How’s EMNLP for you?
So far we have been mostly attending the WMT workshop…
Yeah, and what’s WMT? What does that stand for?
Right, WMT stands for Workshop on Machine Translation. This is an historical acronym, because it’s actually now a conference; I would say that it’s the main conference of machine translation, and it has been happening for several years. And it’s always collocated with the EMNLP. So it’s nice, because it’s one of the biggest NLP conferences together with the biggest MT conference.
It’s mostly attended by researchers. So not so much by people in localization industry, but it’s interesting to know what’s happening in terms of research, the latest approaches and methodologies for evaluation as well.
Yeah, and is that the industry that Unbabel is in? Could you just give people a little bit of an understanding of what Unbabel is?
Sure. So Unbabel is a translation company. We provide translations, trying to unite the best of both worlds, which is using machine translation and professional translators to provide these translations. And the best of both worlds because if you only rely on translators themselves, it’s very difficult to scale this process of translation to different volumes of content. And that’s why we use machine translation to speed up this process, and then use the translators to correct, if necessary.

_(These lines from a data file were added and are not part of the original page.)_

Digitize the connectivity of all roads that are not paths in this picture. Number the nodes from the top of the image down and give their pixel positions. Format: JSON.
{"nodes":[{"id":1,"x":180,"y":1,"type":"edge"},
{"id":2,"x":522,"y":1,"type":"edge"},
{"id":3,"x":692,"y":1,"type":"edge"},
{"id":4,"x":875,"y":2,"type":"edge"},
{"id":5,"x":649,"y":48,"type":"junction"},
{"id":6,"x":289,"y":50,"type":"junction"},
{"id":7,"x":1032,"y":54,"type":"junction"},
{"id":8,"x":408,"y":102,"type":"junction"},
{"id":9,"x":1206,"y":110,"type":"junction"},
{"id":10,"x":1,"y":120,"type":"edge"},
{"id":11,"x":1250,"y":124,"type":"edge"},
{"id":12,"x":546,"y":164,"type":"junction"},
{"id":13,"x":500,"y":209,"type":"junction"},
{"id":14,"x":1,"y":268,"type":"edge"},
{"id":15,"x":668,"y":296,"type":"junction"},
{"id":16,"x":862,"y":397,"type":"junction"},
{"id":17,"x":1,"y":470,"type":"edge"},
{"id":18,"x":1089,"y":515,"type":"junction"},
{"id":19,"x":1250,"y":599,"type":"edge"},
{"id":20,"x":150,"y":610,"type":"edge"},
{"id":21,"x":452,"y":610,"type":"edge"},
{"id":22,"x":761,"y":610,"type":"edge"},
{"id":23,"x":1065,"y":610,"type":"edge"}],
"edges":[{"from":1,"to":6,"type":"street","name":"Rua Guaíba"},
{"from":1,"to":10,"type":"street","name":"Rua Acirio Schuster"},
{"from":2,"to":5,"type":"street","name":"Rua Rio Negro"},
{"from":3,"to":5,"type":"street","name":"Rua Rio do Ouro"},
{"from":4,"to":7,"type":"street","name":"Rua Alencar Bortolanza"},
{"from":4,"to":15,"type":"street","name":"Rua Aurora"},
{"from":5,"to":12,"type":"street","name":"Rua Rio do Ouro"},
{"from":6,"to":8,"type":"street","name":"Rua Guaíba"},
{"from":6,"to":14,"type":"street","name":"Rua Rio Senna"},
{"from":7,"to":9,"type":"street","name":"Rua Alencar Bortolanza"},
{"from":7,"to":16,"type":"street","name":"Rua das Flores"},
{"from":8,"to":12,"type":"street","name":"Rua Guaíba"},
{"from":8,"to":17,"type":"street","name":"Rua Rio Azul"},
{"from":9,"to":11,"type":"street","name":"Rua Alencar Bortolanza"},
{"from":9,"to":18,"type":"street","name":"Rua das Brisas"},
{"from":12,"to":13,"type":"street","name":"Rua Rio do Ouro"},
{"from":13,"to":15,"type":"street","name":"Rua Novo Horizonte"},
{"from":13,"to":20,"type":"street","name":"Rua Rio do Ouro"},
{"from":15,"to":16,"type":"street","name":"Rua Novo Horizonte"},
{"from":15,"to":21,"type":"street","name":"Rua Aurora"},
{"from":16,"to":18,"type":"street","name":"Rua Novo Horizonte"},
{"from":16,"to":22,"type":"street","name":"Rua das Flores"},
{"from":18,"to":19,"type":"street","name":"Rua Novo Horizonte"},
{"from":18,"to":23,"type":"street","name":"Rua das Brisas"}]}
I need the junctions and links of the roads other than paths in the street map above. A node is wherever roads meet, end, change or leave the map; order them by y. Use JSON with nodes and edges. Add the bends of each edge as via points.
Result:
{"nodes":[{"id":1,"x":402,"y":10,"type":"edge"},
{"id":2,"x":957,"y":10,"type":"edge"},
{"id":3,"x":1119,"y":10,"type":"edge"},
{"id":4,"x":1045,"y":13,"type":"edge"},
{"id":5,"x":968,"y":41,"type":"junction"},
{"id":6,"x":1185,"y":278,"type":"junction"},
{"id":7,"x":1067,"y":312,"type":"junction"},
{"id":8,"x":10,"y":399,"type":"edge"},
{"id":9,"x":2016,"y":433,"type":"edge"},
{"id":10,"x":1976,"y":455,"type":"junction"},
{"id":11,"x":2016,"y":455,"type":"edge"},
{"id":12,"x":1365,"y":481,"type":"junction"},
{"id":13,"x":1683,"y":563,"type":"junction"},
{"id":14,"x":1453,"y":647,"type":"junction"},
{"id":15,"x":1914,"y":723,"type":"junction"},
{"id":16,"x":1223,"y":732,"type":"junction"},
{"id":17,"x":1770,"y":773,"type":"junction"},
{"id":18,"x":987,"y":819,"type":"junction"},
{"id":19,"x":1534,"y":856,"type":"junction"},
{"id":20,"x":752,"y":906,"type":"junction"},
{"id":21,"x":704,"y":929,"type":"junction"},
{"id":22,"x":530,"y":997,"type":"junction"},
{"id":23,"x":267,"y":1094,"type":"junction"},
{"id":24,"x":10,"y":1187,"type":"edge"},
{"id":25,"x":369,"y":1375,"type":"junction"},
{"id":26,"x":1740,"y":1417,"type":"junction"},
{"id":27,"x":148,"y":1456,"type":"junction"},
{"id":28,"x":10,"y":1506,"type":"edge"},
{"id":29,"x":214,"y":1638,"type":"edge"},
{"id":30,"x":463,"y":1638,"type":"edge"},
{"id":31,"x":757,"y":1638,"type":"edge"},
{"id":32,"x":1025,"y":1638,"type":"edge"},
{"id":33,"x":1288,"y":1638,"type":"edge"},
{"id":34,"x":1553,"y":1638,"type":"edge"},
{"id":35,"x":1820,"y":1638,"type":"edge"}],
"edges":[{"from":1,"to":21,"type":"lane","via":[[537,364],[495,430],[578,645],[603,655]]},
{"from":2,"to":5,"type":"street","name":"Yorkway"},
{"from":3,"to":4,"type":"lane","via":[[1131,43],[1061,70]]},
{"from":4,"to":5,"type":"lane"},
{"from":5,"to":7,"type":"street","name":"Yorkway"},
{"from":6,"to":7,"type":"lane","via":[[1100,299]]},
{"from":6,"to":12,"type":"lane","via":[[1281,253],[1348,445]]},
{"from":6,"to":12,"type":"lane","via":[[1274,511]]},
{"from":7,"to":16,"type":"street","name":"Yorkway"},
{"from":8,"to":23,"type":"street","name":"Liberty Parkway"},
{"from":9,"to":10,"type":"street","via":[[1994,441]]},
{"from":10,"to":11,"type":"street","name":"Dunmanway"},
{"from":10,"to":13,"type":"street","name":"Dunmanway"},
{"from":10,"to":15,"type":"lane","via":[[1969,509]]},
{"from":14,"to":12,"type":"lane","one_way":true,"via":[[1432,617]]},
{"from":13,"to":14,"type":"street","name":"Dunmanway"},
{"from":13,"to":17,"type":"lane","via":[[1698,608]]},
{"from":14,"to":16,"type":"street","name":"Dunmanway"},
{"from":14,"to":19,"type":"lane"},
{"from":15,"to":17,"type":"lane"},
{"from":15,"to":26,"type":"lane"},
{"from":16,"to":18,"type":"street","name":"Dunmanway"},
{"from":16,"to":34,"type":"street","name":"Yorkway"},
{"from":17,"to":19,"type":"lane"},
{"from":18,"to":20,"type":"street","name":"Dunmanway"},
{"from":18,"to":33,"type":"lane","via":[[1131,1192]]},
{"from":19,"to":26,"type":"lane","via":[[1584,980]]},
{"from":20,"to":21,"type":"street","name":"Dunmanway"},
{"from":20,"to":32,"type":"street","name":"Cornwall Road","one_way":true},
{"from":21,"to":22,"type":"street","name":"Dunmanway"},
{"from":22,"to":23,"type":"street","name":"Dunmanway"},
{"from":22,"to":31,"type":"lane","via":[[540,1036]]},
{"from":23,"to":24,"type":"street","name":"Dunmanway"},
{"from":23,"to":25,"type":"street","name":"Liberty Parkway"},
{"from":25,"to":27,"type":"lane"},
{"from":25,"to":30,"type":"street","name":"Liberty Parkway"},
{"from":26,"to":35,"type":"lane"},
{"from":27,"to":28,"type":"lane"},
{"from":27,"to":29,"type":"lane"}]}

And that’s, I think, the biggest difference of Unbabel to other companies, which is we are the pioneers to use something called quality estimation to actually decide whether if we should post-edit or not the translations. And I guess we are big on also evaluation technology, evaluation, and I think Ricardo can talk about COMET…
[03:59] Yeah, what José just explained about the difference between combining humans and MT - so if you have a mechanism that tells you that your machine translation output is perfect, then you don’t need the human. But for you to do this, you clearly need a very reliable, quality estimation system, a system that receives that translation and is able to give you an accurate score for that translation. And that’s why Unbabel has been focusing for so many years on specifically quality estimation, and also evaluation.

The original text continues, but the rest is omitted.